Today marks my one year anniversary of moving to Kelowna.
I'm one week away from my 28th birthday.
And I'm here, in more ways than one.
Let me explain...
I look back on journals and blog posts from last year before I moved and I laugh. I was so excited-scared-nervous-anxious-exhilarated. I decided to move because the choice to stay was irrelevant. I could work from anywhere. I had no bonded ties holding me down. I grew up with many camping trips to the mountains and I wanted to reclaim the coziness and the awe-struck fantasy that I still had in my head about living near such majestic nature. I wanted organic farm markets that were on every roadside. I wanted to canoe on a lake or river close to my home. I wanted options for camping and hiking in my backyard. I had never been to Kelowna in my adult life, but I wanted IT. I have such a soft spot for the prairies and I want to make it clear that I know you can get many of the above there. It's just that for now, I wanted to try something new and the idea of BC tempted and drew me in.
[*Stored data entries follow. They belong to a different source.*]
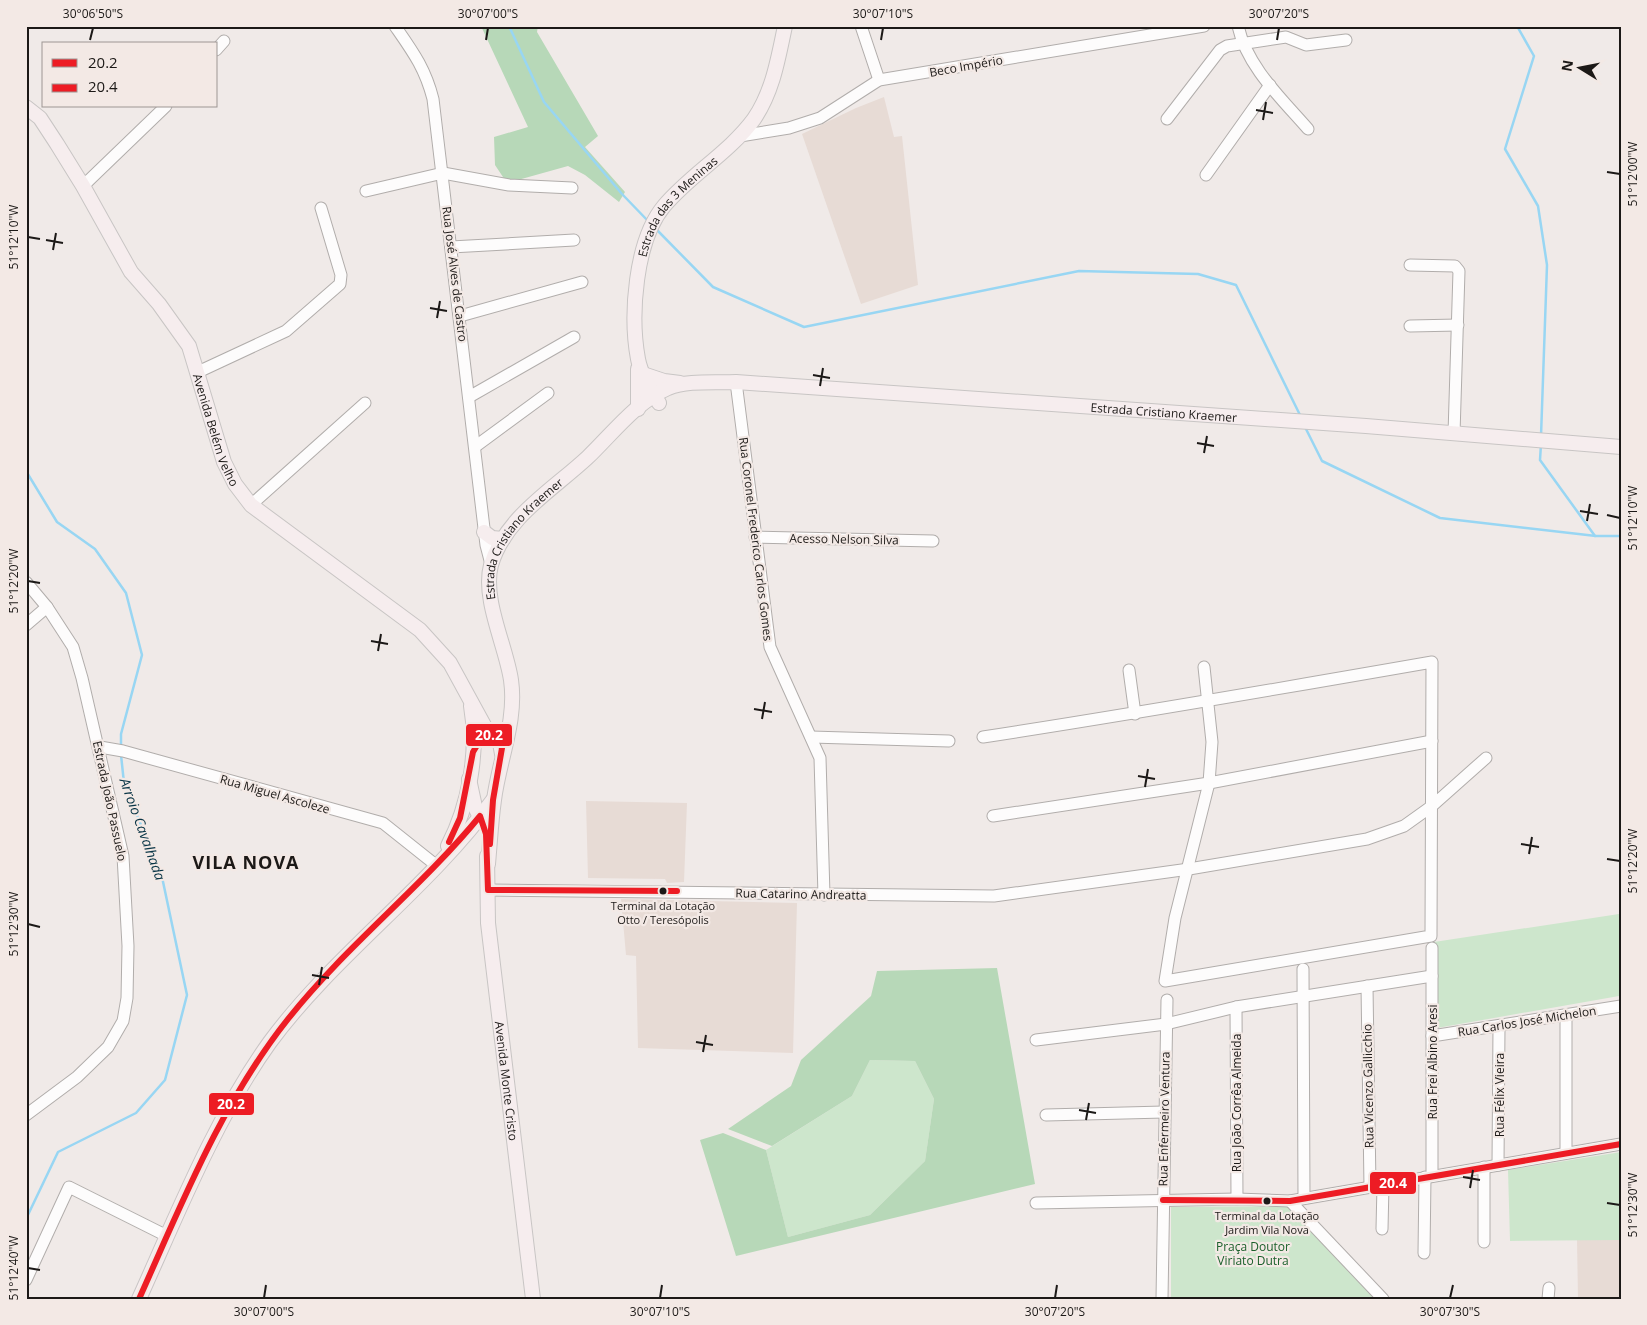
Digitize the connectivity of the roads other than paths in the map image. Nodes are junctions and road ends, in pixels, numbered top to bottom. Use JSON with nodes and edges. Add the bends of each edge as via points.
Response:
{"nodes":[{"id":1,"x":395,"y":26,"type":"edge"},
{"id":2,"x":785,"y":26,"type":"edge"},
{"id":3,"x":861,"y":26,"type":"edge"},
{"id":4,"x":1204,"y":26,"type":"edge"},
{"id":5,"x":1238,"y":26,"type":"edge"},
{"id":6,"x":1346,"y":40,"type":"dead end"},
{"id":7,"x":1242,"y":44,"type":"junction"},
{"id":8,"x":879,"y":80,"type":"junction"},
{"id":9,"x":1270,"y":85,"type":"junction"},
{"id":10,"x":26,"y":107,"type":"edge"},
{"id":11,"x":164,"y":108,"type":"edge"},
{"id":12,"x":1167,"y":119,"type":"dead end"},
{"id":13,"x":1308,"y":129,"type":"dead end"},
{"id":14,"x":740,"y":136,"type":"junction"},
{"id":15,"x":443,"y":173,"type":"junction"},
{"id":16,"x":1206,"y":175,"type":"dead end"},
{"id":17,"x":83,"y":186,"type":"junction"},
{"id":18,"x":572,"y":188,"type":"dead end"},
{"id":19,"x":366,"y":191,"type":"dead end"},
{"id":20,"x":322,"y":208,"type":"dead end"},
{"id":21,"x":574,"y":240,"type":"dead end"},
{"id":22,"x":451,"y":247,"type":"junction"},
{"id":23,"x":1410,"y":265,"type":"dead end"},
{"id":24,"x":582,"y":282,"type":"dead end"},
{"id":25,"x":460,"y":316,"type":"junction"},
{"id":26,"x":1458,"y":325,"type":"junction"},
{"id":27,"x":1410,"y":326,"type":"dead end"},
{"id":28,"x":574,"y":337,"type":"dead end"},
{"id":29,"x":641,"y":367,"type":"junction"},
{"id":30,"x":198,"y":372,"type":"junction"},
{"id":31,"x":736,"y":382,"type":"junction"},
{"id":32,"x":686,"y":384,"type":"junction"},
{"id":33,"x":706,"y":384,"type":"junction"},
{"id":34,"x":548,"y":393,"type":"dead end"},
{"id":35,"x":469,"y":397,"type":"junction"},
{"id":36,"x":657,"y":399,"type":"junction"},
{"id":37,"x":365,"y":403,"type":"dead end"},
{"id":38,"x":638,"y":408,"type":"junction"},
{"id":39,"x":1454,"y":434,"type":"junction"},
{"id":40,"x":476,"y":446,"type":"junction"},
{"id":41,"x":1621,"y":447,"type":"edge"},
{"id":42,"x":587,"y":458,"type":"junction"},
{"id":43,"x":251,"y":505,"type":"junction"},
{"id":44,"x":484,"y":532,"type":"junction"},
{"id":45,"x":755,"y":537,"type":"junction"},
{"id":46,"x":503,"y":539,"type":"junction"},
{"id":47,"x":933,"y":541,"type":"dead end"},
{"id":48,"x":494,"y":558,"type":"junction"},
{"id":49,"x":26,"y":582,"type":"edge"},
{"id":50,"x":47,"y":608,"type":"junction"},
{"id":51,"x":26,"y":625,"type":"edge"},
{"id":52,"x":1204,"y":667,"type":"dead end"},
{"id":53,"x":1129,"y":670,"type":"dead end"},
{"id":54,"x":470,"y":698,"type":"junction"},
{"id":55,"x":1208,"y":701,"type":"junction"},
{"id":56,"x":1135,"y":714,"type":"junction"},
{"id":57,"x":510,"y":722,"type":"junction"},
{"id":58,"x":491,"y":734,"type":"junction"},
{"id":59,"x":811,"y":737,"type":"junction"},
{"id":60,"x":983,"y":737,"type":"dead end"},
{"id":61,"x":949,"y":741,"type":"dead end"},
{"id":62,"x":1432,"y":741,"type":"junction"},
{"id":63,"x":100,"y":746,"type":"junction"},
{"id":64,"x":473,"y":752,"type":"junction"},
{"id":65,"x":502,"y":757,"type":"junction"},
{"id":66,"x":1486,"y":758,"type":"dead end"},
{"id":67,"x":469,"y":778,"type":"junction"},
{"id":68,"x":1209,"y":783,"type":"junction"},
{"id":69,"x":494,"y":800,"type":"junction"},
{"id":70,"x":1432,"y":806,"type":"junction"},
{"id":71,"x":480,"y":816,"type":"junction"},
{"id":72,"x":993,"y":816,"type":"dead end"},
{"id":73,"x":488,"y":864,"type":"junction"},
{"id":74,"x":437,"y":866,"type":"junction"},
{"id":75,"x":1189,"y":869,"type":"junction"},
{"id":76,"x":488,"y":890,"type":"junction"},
{"id":77,"x":824,"y":895,"type":"junction"},
{"id":78,"x":1432,"y":948,"type":"dead end"},
{"id":79,"x":1303,"y":969,"type":"dead end"},
{"id":80,"x":1432,"y":976,"type":"junction"},
{"id":81,"x":1367,"y":986,"type":"junction"},
{"id":82,"x":1304,"y":996,"type":"junction"},
{"id":83,"x":1167,"y":1000,"type":"dead end"},
{"id":84,"x":1621,"y":1006,"type":"edge"},
{"id":85,"x":1236,"y":1007,"type":"junction"},
{"id":86,"x":1566,"y":1015,"type":"junction"},
{"id":87,"x":1166,"y":1024,"type":"junction"},
{"id":88,"x":1500,"y":1026,"type":"junction"},
{"id":89,"x":1432,"y":1036,"type":"junction"},
{"id":90,"x":1036,"y":1040,"type":"dead end"},
{"id":91,"x":1164,"y":1112,"type":"junction"},
{"id":92,"x":26,"y":1114,"type":"edge"},
{"id":93,"x":1046,"y":1115,"type":"dead end"},
{"id":94,"x":1621,"y":1144,"type":"edge"},
{"id":95,"x":1566,"y":1153,"type":"junction"},
{"id":96,"x":1498,"y":1165,"type":"junction"},
{"id":97,"x":1484,"y":1168,"type":"junction"},
{"id":98,"x":1429,"y":1176,"type":"junction"},
{"id":99,"x":1383,"y":1185,"type":"junction"},
{"id":100,"x":1370,"y":1187,"type":"junction"},
{"id":101,"x":1304,"y":1198,"type":"junction"},
{"id":102,"x":1236,"y":1199,"type":"junction"},
{"id":103,"x":1163,"y":1200,"type":"junction"},
{"id":104,"x":1290,"y":1201,"type":"junction"},
{"id":105,"x":1036,"y":1203,"type":"dead end"},
{"id":106,"x":1382,"y":1229,"type":"dead end"},
{"id":107,"x":167,"y":1236,"type":"junction"},
{"id":108,"x":1484,"y":1242,"type":"dead end"},
{"id":109,"x":1424,"y":1253,"type":"dead end"},
{"id":110,"x":26,"y":1280,"type":"edge"},
{"id":111,"x":140,"y":1299,"type":"edge"},
{"id":112,"x":533,"y":1299,"type":"edge"},
{"id":113,"x":1162,"y":1299,"type":"edge"},
{"id":114,"x":1383,"y":1299,"type":"edge"}],
"edges":[{"from":1,"to":15,"type":"street","name":"Rua José Alves de Castro","via":[[427,76]]},
{"from":2,"to":14,"type":"main road","name":"Estrada das 3 Meninas","via":[[766,100]]},
{"from":3,"to":8,"type":"street"},
{"from":4,"to":8,"type":"street","name":"Beco Império"},
{"from":5,"to":7,"type":"street"},
{"from":6,"to":7,"type":"street","via":[[1306,45],[1286,37]]},
{"from":7,"to":9,"type":"street"},
{"from":7,"to":12,"type":"street","via":[[1220,50]]},
{"from":8,"to":14,"type":"street","name":"Beco Império","via":[[820,118],[789,128]]},
{"from":9,"to":13,"type":"street"},
{"from":9,"to":16,"type":"street"},
{"from":10,"to":17,"type":"main road","name":"Avenida Belém Velho","via":[[40,118]]},
{"from":11,"to":17,"type":"street"},
{"from":14,"to":29,"type":"main road","name":"Estrada das 3 Meninas","via":[[664,205],[646,238],[634,318]]},
{"from":15,"to":18,"type":"street","via":[[509,185]]},
{"from":15,"to":19,"type":"street"},
{"from":15,"to":22,"type":"street","name":"Rua José Alves de Castro"},
{"from":17,"to":30,"type":"main road","name":"Avenida Belém Velho","via":[[131,272],[189,346]]},
{"from":20,"to":30,"type":"street","via":[[341,275],[340,284],[286,330]]},
{"from":21,"to":22,"type":"street"},
{"from":22,"to":25,"type":"street","name":"Rua José Alves de Castro"},
{"from":23,"to":26,"type":"street","via":[[1458,268]]},
{"from":24,"to":25,"type":"street"},
{"from":25,"to":35,"type":"street","name":"Rua José Alves de Castro"},
{"from":26,"to":27,"type":"street"},
{"from":26,"to":39,"type":"street"},
{"from":28,"to":35,"type":"street"},
{"from":29,"to":32,"type":"main road","via":[[664,381]]},
{"from":29,"to":36,"type":"main road","name":"Estrada das 3 Meninas"},
{"from":29,"to":38,"type":"main road"},
{"from":30,"to":43,"type":"main road","name":"Avenida Belém Velho","via":[[224,462]]},
{"from":31,"to":33,"type":"main road","name":"Estrada Cristiano Kraemer"},
{"from":31,"to":39,"type":"main road","name":"Estrada Cristiano Kraemer"},
{"from":31,"to":45,"type":"street","name":"Rua Coronel Frederico Carlos Gomes"},
{"from":32,"to":33,"type":"main road","name":"Estrada Cristiano Kraemer"},
{"from":32,"to":36,"type":"main road","name":"Estrada Cristiano Kraemer"},
{"from":33,"to":36,"type":"main road","name":"Estrada Cristiano Kraemer"},
{"from":34,"to":40,"type":"street"},
{"from":35,"to":40,"type":"street","name":"Rua José Alves de Castro"},
{"from":36,"to":38,"type":"main road","name":"Estrada Cristiano Kraemer"},
{"from":36,"to":42,"type":"main road","name":"Estrada Cristiano Kraemer"},
{"from":37,"to":43,"type":"street"},
{"from":38,"to":42,"type":"main road","name":"Estrada Cristiano Kraemer"},
{"from":39,"to":41,"type":"main road","name":"Estrada Cristiano Kraemer"},
{"from":40,"to":44,"type":"street","name":"Rua José Alves de Castro"},
{"from":42,"to":46,"type":"main road","name":"Estrada Cristiano Kraemer","via":[[529,508]]},
{"from":43,"to":54,"type":"main road","name":"Avenida Belém Velho","via":[[420,630],[450,663]]},
{"from":44,"to":46,"type":"main road","via":[[492,538]]},
{"from":44,"to":48,"type":"street","name":"Rua José Alves de Castro"},
{"from":45,"to":47,"type":"street","name":"Acesso Nelson Silva"},
{"from":45,"to":59,"type":"street","name":"Rua Coronel Frederico Carlos Gomes","via":[[770,647]]},
{"from":46,"to":48,"type":"main road","name":"Estrada Cristiano Kraemer"},
{"from":48,"to":57,"type":"main road","name":"Estrada Cristiano Kraemer","via":[[489,589],[511,681]]},
{"from":49,"to":50,"type":"street","name":"Estrada João Passuelo"},
{"from":50,"to":51,"type":"street"},
{"from":50,"to":63,"type":"street","name":"Estrada João Passuelo","via":[[73,647]]},
{"from":52,"to":55,"type":"street"},
{"from":53,"to":56,"type":"street"},
{"from":54,"to":58,"type":"main road","name":"Avenida Belém Velho"},
{"from":54,"to":64,"type":"main road","name":"Avenida Belém Velho"},
{"from":55,"to":56,"type":"street"},
{"from":55,"to":62,"type":"street","via":[[1432,662]]},
{"from":55,"to":68,"type":"street","via":[[1212,742]]},
{"from":56,"to":60,"type":"street"},
{"from":57,"to":58,"type":"main road","via":[[504,729]]},
{"from":57,"to":65,"type":"main road","name":"Estrada Cristiano Kraemer"},
{"from":58,"to":64,"type":"main road","via":[[479,742]]},
{"from":58,"to":65,"type":"main road","name":"Avenida Belém Velho","via":[[500,743]]},
{"from":59,"to":61,"type":"street"},
{"from":59,"to":77,"type":"street","name":"Rua Coronel Frederico Carlos Gomes","via":[[820,758]]},
{"from":62,"to":68,"type":"street"},
{"from":62,"to":70,"type":"street"},
{"from":63,"to":74,"type":"street","name":"Rua Miguel Ascoleze","via":[[382,823]]},
{"from":63,"to":92,"type":"street","name":"Estrada João Passuelo","via":[[123,856],[127,998],[122,1021],[108,1047],[77,1077]]},
{"from":64,"to":67,"type":"main road","name":"Avenida Belém Velho"},
{"from":65,"to":69,"type":"main road","name":"Estrada Cristiano Kraemer"},
{"from":66,"to":70,"type":"street","name":"Rua Catarino Andreatta"},
{"from":67,"to":71,"type":"main road","name":"Avenida Monte Cristo"},
{"from":67,"to":74,"type":"main road","name":"Avenida Belém Velho","via":[[458,824]]},
{"from":68,"to":72,"type":"street"},
{"from":68,"to":75,"type":"street"},
{"from":69,"to":71,"type":"main road"},
{"from":69,"to":73,"type":"main road","name":"Avenida Monte Cristo"},
{"from":70,"to":75,"type":"street","name":"Rua Catarino Andreatta","via":[[1404,826],[1368,840]]},
{"from":70,"to":75,"type":"street","via":[[1431,936],[1165,981],[1175,918]]},
{"from":71,"to":73,"type":"main road","name":"Avenida Monte Cristo","via":[[486,834]]},
{"from":71,"to":74,"type":"main road"},
{"from":73,"to":76,"type":"main road","name":"Avenida Monte Cristo"},
{"from":74,"to":107,"type":"main road","via":[[330,972],[270,1043],[228,1112]]},
{"from":75,"to":77,"type":"street","name":"Rua Catarino Andreatta","via":[[994,896]]},
{"from":76,"to":77,"type":"street","name":"Rua Catarino Andreatta"},
{"from":76,"to":112,"type":"main road","name":"Avenida Monte Cristo","via":[[488,923]]},
{"from":78,"to":80,"type":"street","name":"Rua Frei Albino Aresi"},
{"from":79,"to":82,"type":"street"},
{"from":80,"to":81,"type":"street"},
{"from":80,"to":89,"type":"street","name":"Rua Frei Albino Aresi"},
{"from":81,"to":82,"type":"street"},
{"from":81,"to":100,"type":"street","name":"Rua Vicenzo Gallicchio"},
{"from":82,"to":85,"type":"street"},
{"from":82,"to":101,"type":"street"},
{"from":83,"to":87,"type":"street","name":"Rua Enfermeiro Ventura"},
{"from":84,"to":86,"type":"street","name":"Rua Carlos José Michelon"},
{"from":85,"to":87,"type":"street"},
{"from":85,"to":102,"type":"street","name":"Rua João Corrêa Almeida"},
{"from":86,"to":88,"type":"street","name":"Rua Carlos José Michelon"},
{"from":86,"to":95,"type":"street"},
{"from":87,"to":90,"type":"street"},
{"from":87,"to":91,"type":"street","name":"Rua Enfermeiro Ventura"},
{"from":88,"to":89,"type":"street","name":"Rua Carlos José Michelon"},
{"from":88,"to":96,"type":"street","name":"Rua Félix Vieira"},
{"from":89,"to":98,"type":"street","name":"Rua Frei Albino Aresi"},
{"from":91,"to":93,"type":"street"},
{"from":91,"to":103,"type":"street","name":"Rua Enfermeiro Ventura"},
{"from":94,"to":95,"type":"street"},
{"from":95,"to":96,"type":"street"},
{"from":96,"to":97,"type":"street"},
{"from":97,"to":98,"type":"street"},
{"from":97,"to":108,"type":"street"},
{"from":98,"to":99,"type":"street"},
{"from":98,"to":109,"type":"street","name":"Rua Frei Albino Aresi"},
{"from":99,"to":100,"type":"street"},
{"from":99,"to":106,"type":"street"},
{"from":100,"to":101,"type":"street"},
{"from":101,"to":104,"type":"street"},
{"from":102,"to":103,"type":"street"},
{"from":102,"to":104,"type":"street"},
{"from":103,"to":105,"type":"street"},
{"from":103,"to":113,"type":"street","name":"Rua Enfermeiro Ventura"},
{"from":104,"to":114,"type":"street"},
{"from":107,"to":110,"type":"street","via":[[69,1187]]},
{"from":107,"to":111,"type":"main road"}]}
I remember sitting in the kitchen at Aerins just before it was time to leave, with her and Ashley, thinking, "Will I have this sisterhood if I move away? Do I even know what I'm doing? I don't know anyone there. Maybe I'll hate it." I am pretty sure I cried. I knew I would miss my girls. I knew how painful it would be to leave my family. But I also knew that if I stayed somewhere for comfort alone, my spirit would suffer. So I took the leap and moved. Actually, I loaded up my car with only my cat and few belongings, and I drove the 26 hours from Winnipeg to Kelowna without ever having seen my room to rent or having met a soul that lived there.
This past year hasn't always been easy, that is for sure. I heard somewhere it takes about a year and a half before a place feels like home. But for whatever reason, this city and the country life just outside of it has swept me into it like a rushing river.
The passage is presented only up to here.